Bpost et ses concurrents prêts à livrer plus de colis

DPD, la filiale de La Poste française, ne rencontre de problème en Europe qu'aux frontières de la Pologne. ©DPD

Les opérateurs de colis continuent d'assurer partout le service. Seul changement, le mode "zéro contact".

Les principales sociétés de livraison de colis s'estiment parées pour les défis des prochains jours. "Nous ne rencontrons pas de problème dans les livraisons et nous mettons tout en œuvre pour que le service se poursuive avec les mesures prises vendredi dernier", souligne Delphine Van Bladel chez bpost. L'opérateur occupe une position de leader sur le marché business-to-consumer en Belgique. Vendredi, il a annoncé adopter quelques mesures de sécurité, telles que l'évitement de tout contact physique entre facteur et client et une procédure de signature simplifiée. D'autres opérateurs ont adopté une démarche semblable. C'est le cas de DPD, qui promeut son service "Predict" afin d'encourager le client à faire déposer son colis en un endroit sûr et à laisser le chauffeur encoder lui-même sa "signature" sur son scanner. DHL Express s'efforce lui aussi de limiter au maximum les contacts entre livreurs et clients.

"Nous ne rencontrons pas de problème dans les livraisons de colis."
Delphine Van Bladel
porte-parole, bpost

Chez bpost, on n'a pas observé de hausse sensible des volumes jusqu'ici. Chez GLS, non plus, mais la filiale de Royal Mail est plus présente sur le segment business-to-business. Elle est plus concernée par l'avalanche de fermetures de magasins qu'elle livre. "On risque d'enregistrer de ce côté-là une baisse de volume importante, note un porte-parole. Cela signifie qu'on doit souvent renvoyer les produits à l'expéditeur. On pourrait compenser cette baisse en faisant plus de livraisons en e-commerce (particuliers), mais c'est difficile parce qu'il règne sur ce segment de marché une guerre des prix."

"Pour l'instant, on est opérationnel partout et on n'accuse pas de retard de livraison", dit-on chez DHL Express. "Si la situation change en Belgique demain, je ne sais pas ce qu'il en sera, mais actuellement, tout est sous contrôle."

Gare aux délais

"Si l'on peut faire la comparaison avec l'Italie, où l'on travaille presque normalement, (en cas de confinement) on pourra continuer d'effectuer les livraisons en toute sécurité."
Frank Jahn
directeur ventes et marketing, DPD Belux

Chez DPD Belux, on diagnostique déjà une hausse des volumes des colis, de l'ordre de 30%. "On peut toujours livrer partout en Belgique et en Europe, sauf dans certaines zones en Italie", souligne Frank Jahn, son directeur des ventes et du marketing. Et quid des frontières qui commencent à se fermer? "Nous livrons des colis en b-to-b et en b-to-c qui traversent toute l'Europe, et pour l'instant tout tourne bien sauf en Pologne, où des bouchons se forment aux frontières."
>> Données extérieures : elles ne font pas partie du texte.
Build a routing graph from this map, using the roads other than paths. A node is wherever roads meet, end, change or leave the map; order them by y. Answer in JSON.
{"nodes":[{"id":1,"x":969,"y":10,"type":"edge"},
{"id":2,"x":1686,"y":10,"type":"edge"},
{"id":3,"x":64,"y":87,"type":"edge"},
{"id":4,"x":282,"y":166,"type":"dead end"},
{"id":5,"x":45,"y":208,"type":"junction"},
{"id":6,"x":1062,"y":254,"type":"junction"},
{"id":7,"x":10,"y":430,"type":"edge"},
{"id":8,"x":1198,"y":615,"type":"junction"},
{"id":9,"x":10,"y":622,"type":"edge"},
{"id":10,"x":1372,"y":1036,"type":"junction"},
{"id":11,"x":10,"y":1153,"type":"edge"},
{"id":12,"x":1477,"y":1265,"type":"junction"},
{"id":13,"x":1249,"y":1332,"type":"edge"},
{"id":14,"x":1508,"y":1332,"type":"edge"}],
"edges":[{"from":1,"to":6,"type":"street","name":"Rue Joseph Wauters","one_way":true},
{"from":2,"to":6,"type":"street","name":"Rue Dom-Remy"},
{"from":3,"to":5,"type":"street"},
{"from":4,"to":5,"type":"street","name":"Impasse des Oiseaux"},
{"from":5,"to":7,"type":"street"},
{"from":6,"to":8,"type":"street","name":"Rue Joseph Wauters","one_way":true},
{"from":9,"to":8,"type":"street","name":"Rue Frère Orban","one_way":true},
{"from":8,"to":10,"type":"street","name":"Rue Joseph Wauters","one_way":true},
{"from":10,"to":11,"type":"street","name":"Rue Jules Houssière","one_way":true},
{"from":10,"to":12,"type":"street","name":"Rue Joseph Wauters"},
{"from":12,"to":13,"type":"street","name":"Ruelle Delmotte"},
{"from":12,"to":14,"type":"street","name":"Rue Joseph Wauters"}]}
Et si l'on passe dès mercredi en phase de confinement en Belgique, le service sera-t-il toujours assuré? "Si l'on peut faire la comparaison avec l'Italie, répond Frank Jahn, où l'on travaille presque normalement, on pourra continuer d'effectuer les livraisons en toute sécurité." Seul risque: les délais pourraient s'allonger.